And yet, here they were, tending the sick descendents of the people who’d almost destroyed them. Even their bodies, for hundreds of years, had not belonged to them. Armando and Cosmi carried the Indian spirit of their ancestors, but their bodies showed traces of the long Spanish domination, as did their last names.
A sick person has no history and no nationality, said Armando when they were discussing the past.
If you cannot feel that way there is no possibility of becoming a curandero.
Kate pondered this. She was still plagued by those ancestors of hers who’d lived and died miserably. They wanted her to rectify their wrongs, she felt. There were weeks when they seemed to visit her every night. For instance, there was the man with no teeth. A bloody mouth. He’d appeared to her in dreams but even more in wakeful visions.
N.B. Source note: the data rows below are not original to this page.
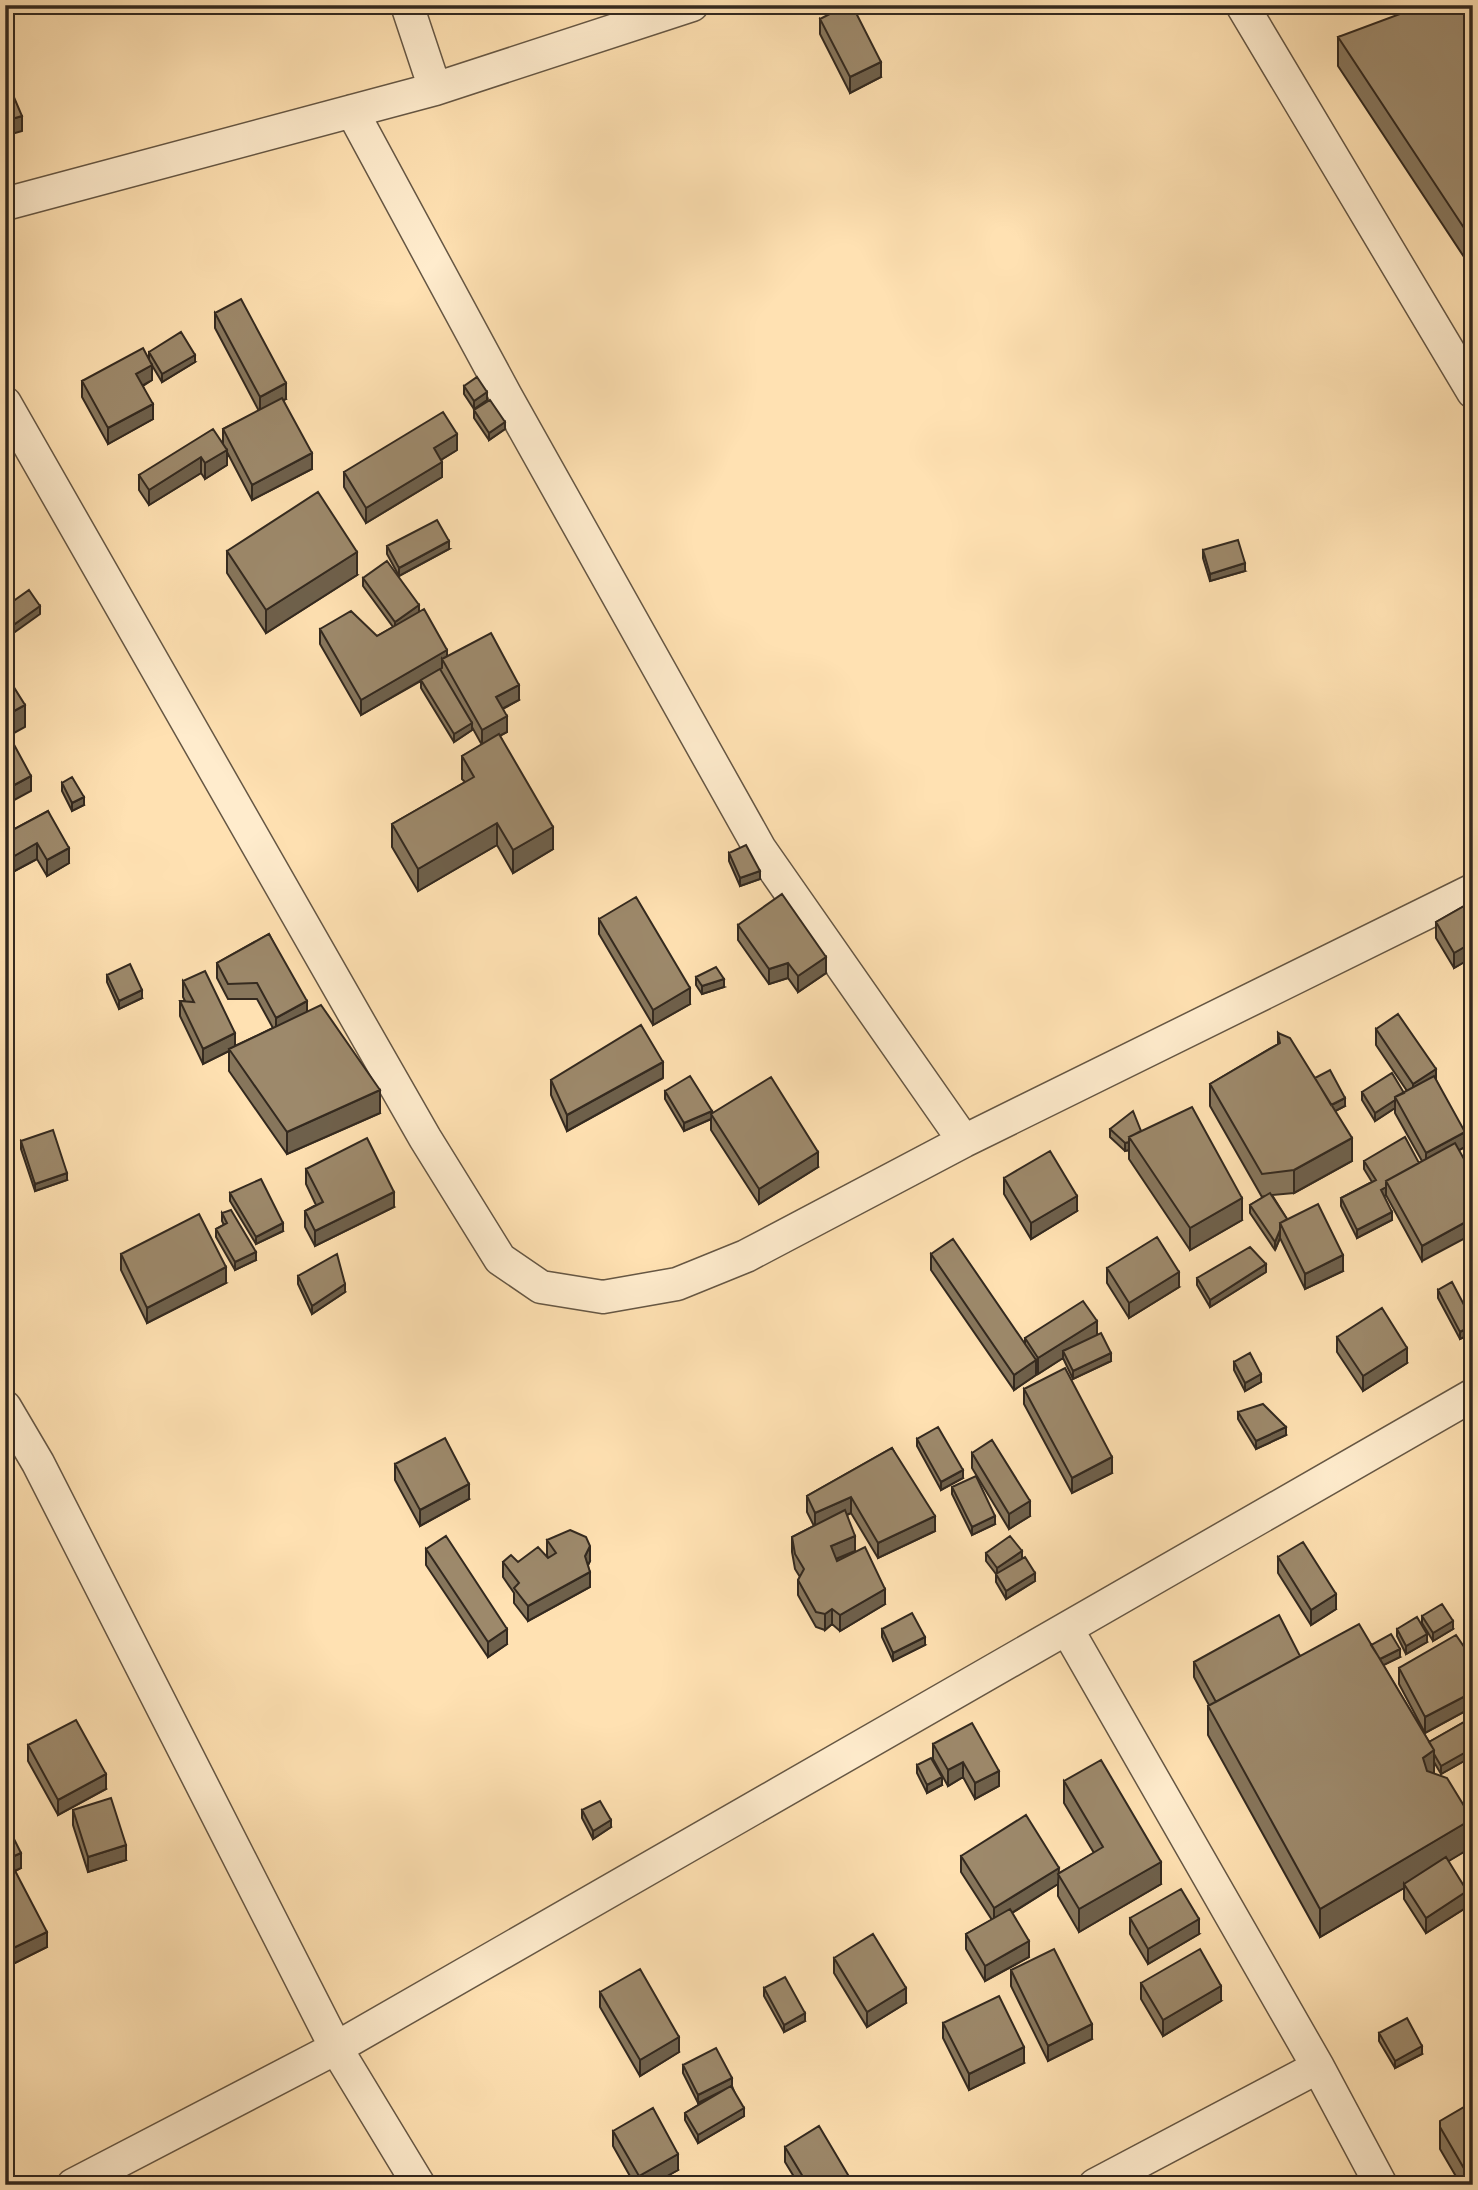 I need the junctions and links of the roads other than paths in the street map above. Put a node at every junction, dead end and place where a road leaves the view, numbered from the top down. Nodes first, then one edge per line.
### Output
1 (407, 5) edge
2 (692, 5) edge
3 (1242, 5) edge
4 (435, 89) junction
5 (352, 111) junction
6 (5, 204) edge
7 (1473, 391) edge
8 (5, 403) edge
9 (1473, 890) edge
10 (964, 1142) junction
11 (1473, 1395) edge
12 (5, 1407) edge
13 (1067, 1629) junction
14 (336, 2048) junction
15 (1318, 2067) junction
16 (73, 2185) edge
17 (419, 2185) edge
18 (1095, 2185) edge
19 (1381, 2185) edge

1 - 4 street
2 - 4 street
3 - 7 street
4 - 5 street
5 - 6 street
5 - 10 street
8 - 10 street
9 - 10 street
11 - 13 street
12 - 14 street
13 - 14 street
13 - 15 street
14 - 16 street
14 - 17 street
15 - 18 street
15 - 19 street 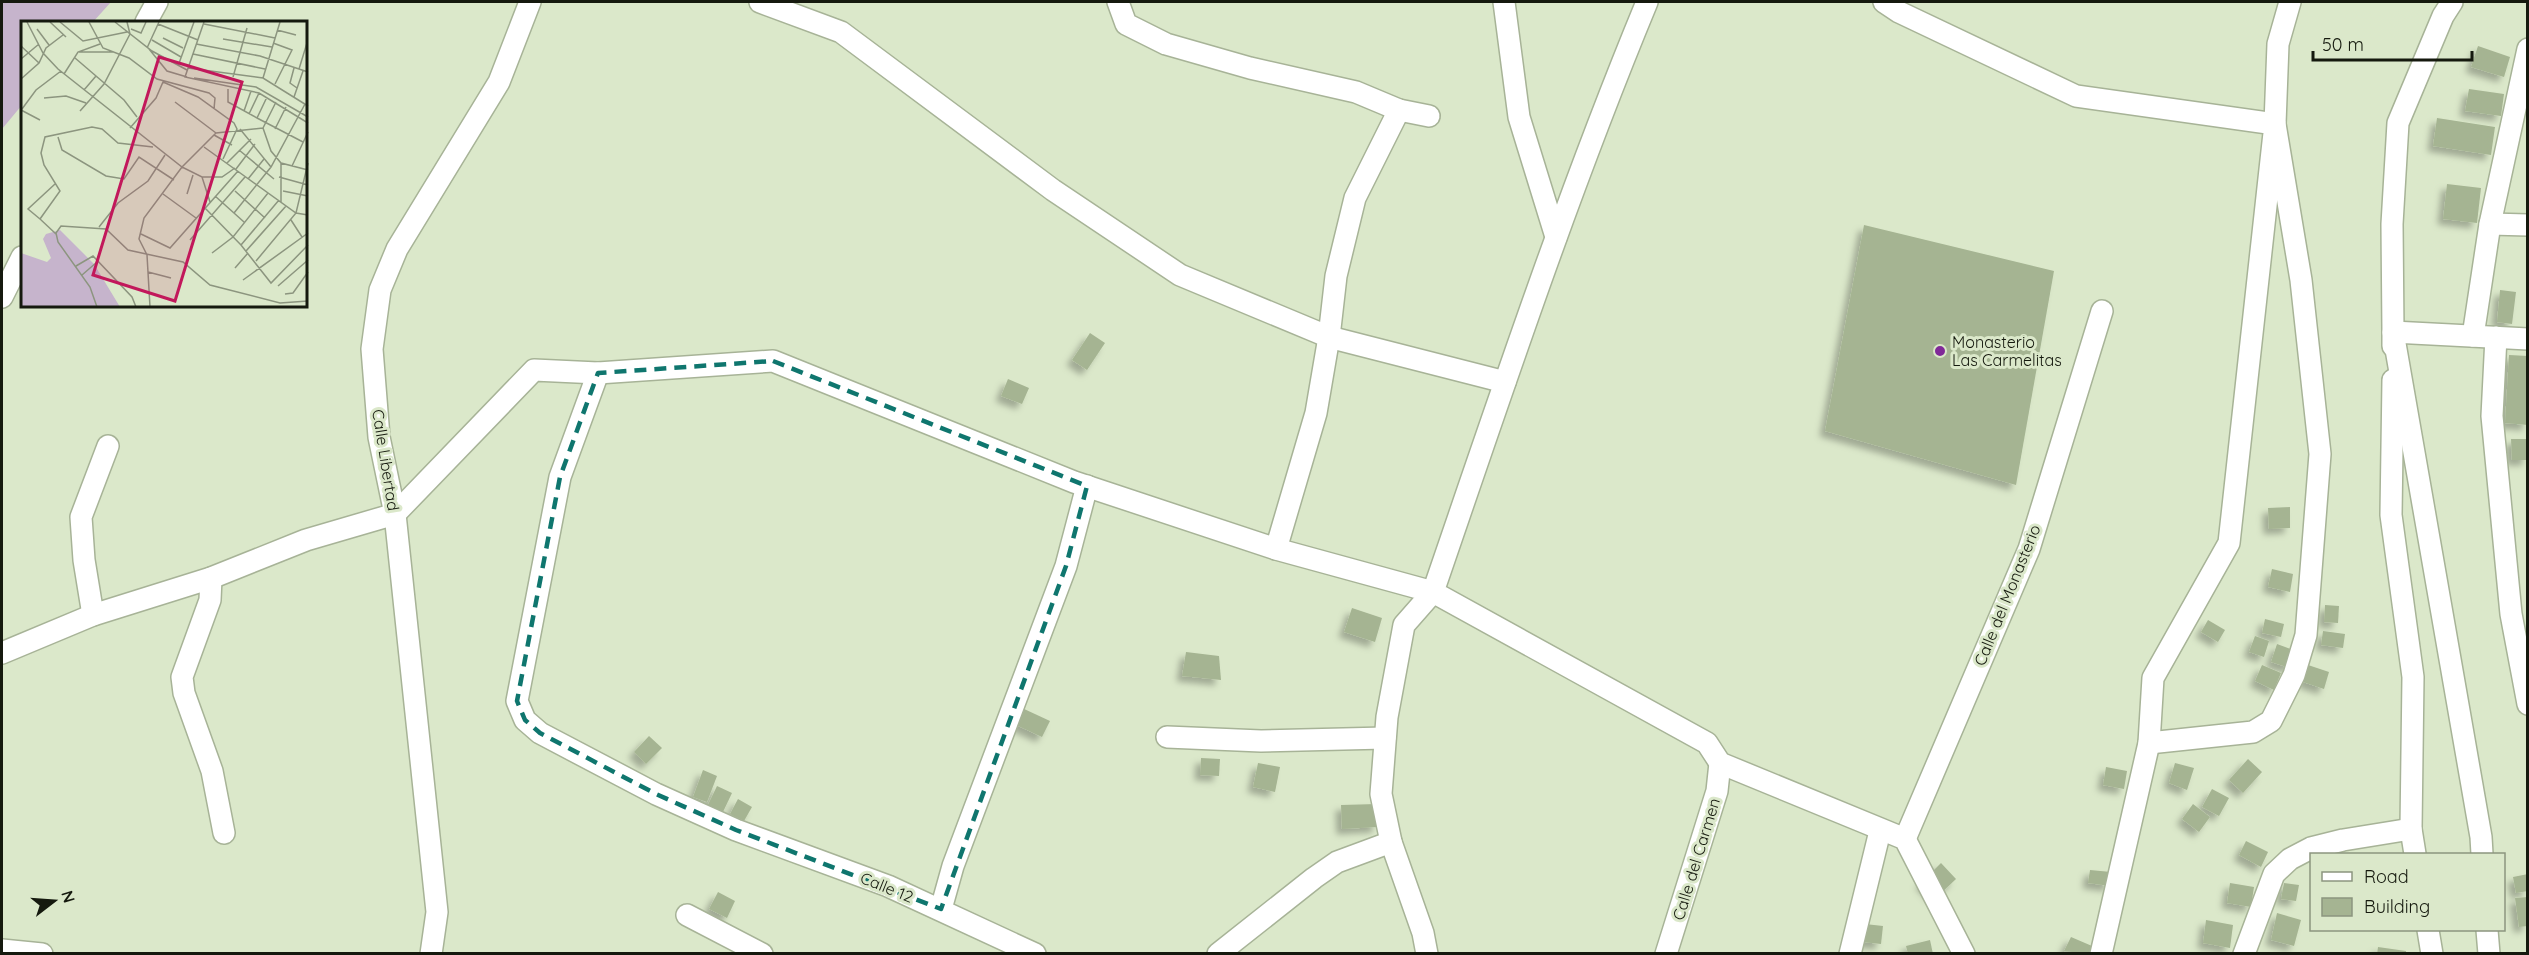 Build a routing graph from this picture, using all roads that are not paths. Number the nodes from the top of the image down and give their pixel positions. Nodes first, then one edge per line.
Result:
1 (156, 2) edge
2 (530, 2) edge
3 (760, 2) edge
4 (1118, 2) edge
5 (1504, 2) edge
6 (1647, 2) edge
7 (1884, 2) edge
8 (2290, 2) edge
9 (2452, 2) edge
10 (146, 21) edge
11 (2528, 49) edge
12 (1399, 110) junction
13 (1429, 116) dead end
14 (2275, 124) junction
15 (2490, 224) junction
16 (2528, 225) edge
17 (1556, 237) junction
18 (21, 259) edge
19 (2, 297) edge
20 (2102, 311) dead end
21 (2393, 332) junction
22 (2473, 336) junction
23 (1329, 337) junction
24 (2496, 337) junction
25 (2528, 339) edge
26 (598, 374) junction
27 (1505, 382) junction
28 (108, 446) dead end
29 (1087, 486) junction
30 (395, 514) junction
31 (1276, 549) junction
32 (210, 578) junction
33 (1433, 592) junction
34 (93, 615) junction
35 (2, 653) edge
36 (2528, 704) edge
37 (1167, 737) dead end
38 (1385, 738) junction
39 (2149, 743) junction
40 (1720, 763) junction
41 (2411, 829) junction
42 (1880, 831) junction
43 (224, 833) dead end
44 (1905, 839) junction
45 (1391, 842) junction
46 (2415, 853) edge
47 (2482, 853) edge
48 (941, 909) junction
49 (687, 915) dead end
50 (2428, 931) edge
51 (2487, 931) edge
52 (2, 950) edge
53 (42, 954) edge
54 (431, 954) edge
55 (762, 954) edge
56 (1035, 954) edge
57 (1218, 954) edge
58 (1427, 954) edge
59 (1666, 954) edge
60 (1850, 954) edge
61 (1964, 954) edge
62 (2101, 954) edge
63 (2244, 954) edge
64 (2432, 954) edge
65 (2489, 954) edge

1 - 10 street
2 - 30 street, Calle Libertad
3 - 23 street
4 - 12 street
5 - 17 street
6 - 17 street
7 - 14 street
8 - 14 street
9 - 21 street
11 - 15 street
12 - 13 street
12 - 23 street
14 - 39 street
14 - 39 street
15 - 16 street
15 - 22 street
17 - 27 street
18 - 19 street
20 - 44 street, Calle del Monasterio
21 - 22 street
21 - 41 street
21 - 47 street
22 - 24 street
23 - 27 street
23 - 31 street
24 - 25 street
24 - 36 street
26 - 29 street
26 - 30 street
26 - 48 street, Calle 12
27 - 33 street
28 - 34 street
29 - 31 street
29 - 48 street
30 - 32 street
30 - 54 street, Calle Libertad
31 - 33 street
32 - 34 street
32 - 43 street
33 - 38 street
33 - 40 street
34 - 35 street
37 - 38 street
38 - 45 street
39 - 62 street
40 - 42 street
40 - 59 street, Calle del Carmen
41 - 46 street
41 - 63 street
42 - 44 street
42 - 60 street
44 - 61 street
45 - 57 street
45 - 58 street
48 - 56 street, Calle 12
49 - 55 street
50 - 64 street
51 - 65 street
52 - 53 street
Oh, no, she’d groaned, catching a glimpse of him the first time.
But there he was. Eventually she had to look.
And when you did look, asked Armando, gazing warmly into her eyes, what did you see?
Kate was quiet. Finally she said: I saw someone with a story to tell. Someone with a story to tell and someone who chose me, or was trying to choose me, to tell it.
The problem was, she continued, I did not want to relay any more sad messages from the other side.
L’otro lado? asked Armando.
You know, the Other World. Ancestor territory.
Oh, he said, and laughed. We do not get to decide something like that!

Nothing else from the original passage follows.